Mucha winkt ihrem Nachbarn. Diethard Kneisel hat zumindest eine Vermutung, was den Ortsnamen angeht. "Seybothenreuth, das hängt mit Sauboden zusammen", sagt er. Es gebe im Übrigen historisch gesehen noch das Schloss, das älteste Gebäude des Ortes, in Privatbesitz. "Und da oben irgendwo auf dem Hügel ist so ein Denkmal von einer Schlacht", ergänzt Mucha. "Ich kann nicht sagen, für was es steht." Bevor wir weitergehen, lobt die Rentnerin noch die Verkehrsanbindung. "Nach Bayreuth sind es mit der Bahn zwei Stationen. In elf Minuten ist man dort."
"Ich hasse Autofahren"
Am Bahnhof ist um 11.47 Uhr wenig los. Nur Maria Ruppenstein wartet im Unterstellhäuschen auf den Zug. "Ich fahre in meine Heimat, nach Bad Staffelstein", erzählt sie. Die Liebe habe sie nach Seybothenreuth verschlagen. Seit 2012 lebe sie hier mit ihrem Mann, der aus Seybothenreuth stammt. Der Agilis-Zug hat schon drei Minuten Verspätung. Das ermöglicht uns, weiter zu plaudern. Als sie noch nicht im Ruhestand gewesen sei, sei sie jahrelang von hier mit der Bahn nach Staffelstein zur Arbeit gefahren, drei Stunden täglich. "Ich hasse Autofahren", sagt Ruppenstein. "Ich habe zwar ein Auto, aber wenn ich es vermeiden kann, damit zu fahren, vermeide ich es."

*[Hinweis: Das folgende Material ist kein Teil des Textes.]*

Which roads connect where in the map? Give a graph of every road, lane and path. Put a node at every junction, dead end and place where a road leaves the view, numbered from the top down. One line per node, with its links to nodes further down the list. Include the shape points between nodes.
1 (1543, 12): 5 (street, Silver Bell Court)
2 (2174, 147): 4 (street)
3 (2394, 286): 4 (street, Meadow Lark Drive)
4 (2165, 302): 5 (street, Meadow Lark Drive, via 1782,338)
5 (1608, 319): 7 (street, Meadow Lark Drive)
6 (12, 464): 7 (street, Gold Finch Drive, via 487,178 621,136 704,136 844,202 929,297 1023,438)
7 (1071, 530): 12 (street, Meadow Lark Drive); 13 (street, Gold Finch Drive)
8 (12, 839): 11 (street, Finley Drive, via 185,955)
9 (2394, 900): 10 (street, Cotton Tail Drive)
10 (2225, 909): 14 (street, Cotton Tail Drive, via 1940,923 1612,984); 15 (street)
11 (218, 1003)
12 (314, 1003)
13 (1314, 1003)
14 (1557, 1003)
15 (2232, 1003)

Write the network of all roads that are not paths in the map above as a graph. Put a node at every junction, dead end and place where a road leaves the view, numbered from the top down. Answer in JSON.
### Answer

Der kleine Agilis-Zug kommt und hält. Maria Ruppenstein steigt ein, als Einzige. Danach fährt der Zug ab Richtung Bayreuth. In einer halben Stunde wird der nächste eintreffen.

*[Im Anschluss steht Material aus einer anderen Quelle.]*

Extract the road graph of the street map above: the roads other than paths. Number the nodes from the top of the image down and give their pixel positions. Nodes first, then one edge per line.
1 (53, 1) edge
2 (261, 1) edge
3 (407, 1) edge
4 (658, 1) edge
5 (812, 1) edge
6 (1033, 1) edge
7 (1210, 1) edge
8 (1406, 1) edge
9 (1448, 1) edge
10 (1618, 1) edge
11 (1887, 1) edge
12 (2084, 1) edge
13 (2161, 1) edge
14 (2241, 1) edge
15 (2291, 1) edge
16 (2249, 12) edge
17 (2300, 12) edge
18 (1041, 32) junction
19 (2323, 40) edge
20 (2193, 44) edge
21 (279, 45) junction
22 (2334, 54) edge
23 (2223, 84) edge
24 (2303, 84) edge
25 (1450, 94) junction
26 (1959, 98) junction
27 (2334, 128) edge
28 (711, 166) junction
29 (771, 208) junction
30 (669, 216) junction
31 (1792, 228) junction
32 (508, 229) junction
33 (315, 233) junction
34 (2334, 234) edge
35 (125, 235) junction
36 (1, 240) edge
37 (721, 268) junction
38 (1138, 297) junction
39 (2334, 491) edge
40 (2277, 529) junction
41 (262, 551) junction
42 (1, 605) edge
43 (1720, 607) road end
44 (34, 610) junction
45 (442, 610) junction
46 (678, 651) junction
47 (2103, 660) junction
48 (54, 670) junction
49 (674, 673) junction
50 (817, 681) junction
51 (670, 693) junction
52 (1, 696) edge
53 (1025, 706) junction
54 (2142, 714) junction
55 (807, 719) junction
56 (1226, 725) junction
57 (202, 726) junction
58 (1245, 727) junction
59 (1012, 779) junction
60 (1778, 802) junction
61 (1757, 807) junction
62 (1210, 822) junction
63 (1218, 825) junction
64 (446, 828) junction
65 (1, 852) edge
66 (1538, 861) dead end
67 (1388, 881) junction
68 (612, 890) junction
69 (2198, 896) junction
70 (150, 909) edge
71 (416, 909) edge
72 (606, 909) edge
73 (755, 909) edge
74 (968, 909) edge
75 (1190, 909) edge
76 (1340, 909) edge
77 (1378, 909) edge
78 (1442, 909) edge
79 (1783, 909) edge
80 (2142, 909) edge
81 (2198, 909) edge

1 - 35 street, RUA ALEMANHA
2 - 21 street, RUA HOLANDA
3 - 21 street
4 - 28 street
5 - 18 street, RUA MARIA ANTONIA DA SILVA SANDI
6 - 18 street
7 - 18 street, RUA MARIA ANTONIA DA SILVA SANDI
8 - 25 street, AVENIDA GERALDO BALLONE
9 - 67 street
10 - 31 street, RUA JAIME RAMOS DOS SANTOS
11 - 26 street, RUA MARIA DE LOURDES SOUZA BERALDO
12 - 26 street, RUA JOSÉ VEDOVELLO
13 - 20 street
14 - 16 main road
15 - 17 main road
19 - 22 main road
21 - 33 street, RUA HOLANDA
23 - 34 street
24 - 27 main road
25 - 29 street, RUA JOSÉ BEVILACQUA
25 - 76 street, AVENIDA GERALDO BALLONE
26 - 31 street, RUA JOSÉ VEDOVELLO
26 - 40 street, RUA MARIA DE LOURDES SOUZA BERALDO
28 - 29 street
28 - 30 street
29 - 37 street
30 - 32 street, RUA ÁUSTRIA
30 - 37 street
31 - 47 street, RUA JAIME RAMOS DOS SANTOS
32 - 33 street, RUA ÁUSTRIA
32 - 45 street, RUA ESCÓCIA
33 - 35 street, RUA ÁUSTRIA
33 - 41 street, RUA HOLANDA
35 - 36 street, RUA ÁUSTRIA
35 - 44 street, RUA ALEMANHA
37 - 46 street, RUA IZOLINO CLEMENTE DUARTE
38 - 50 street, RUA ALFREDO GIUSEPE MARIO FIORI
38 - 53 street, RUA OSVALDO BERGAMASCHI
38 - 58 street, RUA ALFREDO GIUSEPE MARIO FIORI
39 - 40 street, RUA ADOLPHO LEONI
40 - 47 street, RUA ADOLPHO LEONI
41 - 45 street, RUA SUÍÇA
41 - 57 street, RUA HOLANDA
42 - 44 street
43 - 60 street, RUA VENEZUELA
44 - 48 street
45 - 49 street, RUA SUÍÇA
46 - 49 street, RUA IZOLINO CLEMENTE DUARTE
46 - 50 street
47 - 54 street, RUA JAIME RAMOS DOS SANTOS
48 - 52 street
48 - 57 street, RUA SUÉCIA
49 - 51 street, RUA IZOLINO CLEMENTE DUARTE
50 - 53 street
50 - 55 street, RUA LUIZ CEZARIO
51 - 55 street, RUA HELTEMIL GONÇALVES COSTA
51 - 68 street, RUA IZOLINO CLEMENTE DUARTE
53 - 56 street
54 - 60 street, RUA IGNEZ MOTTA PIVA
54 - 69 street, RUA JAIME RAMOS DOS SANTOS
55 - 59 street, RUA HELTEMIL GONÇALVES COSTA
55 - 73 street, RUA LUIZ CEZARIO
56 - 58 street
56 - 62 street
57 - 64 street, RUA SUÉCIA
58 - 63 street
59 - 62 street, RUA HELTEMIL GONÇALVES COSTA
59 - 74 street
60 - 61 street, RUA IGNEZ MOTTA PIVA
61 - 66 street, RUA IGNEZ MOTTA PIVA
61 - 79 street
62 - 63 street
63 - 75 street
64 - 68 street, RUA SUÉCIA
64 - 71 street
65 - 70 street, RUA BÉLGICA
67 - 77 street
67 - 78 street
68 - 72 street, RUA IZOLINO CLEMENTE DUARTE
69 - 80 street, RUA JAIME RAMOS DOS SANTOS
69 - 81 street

Wir fahren die Hauptstraße entlang und suchen das Schloss, von dem im Gespräch bei den "Amerikaner-Häusern" die Rede war. Das Haus mit dem Wappen über der Tür muss es wohl sein. Als wir aussteigen, werden wir von etwas anderem abgelenkt. Gegenüber ist eine Hundepension. Inhaber Andreas Pfitzer bittet uns auf Nachfrage in den Garten. Zwölf Hunde verschiedener Rasse und Größe sind anfangs so skeptisch wie wir. Doch nach kurzer Zeit verstummt das Bellen von Berner Senner, Huski, Spitz oder Mischling.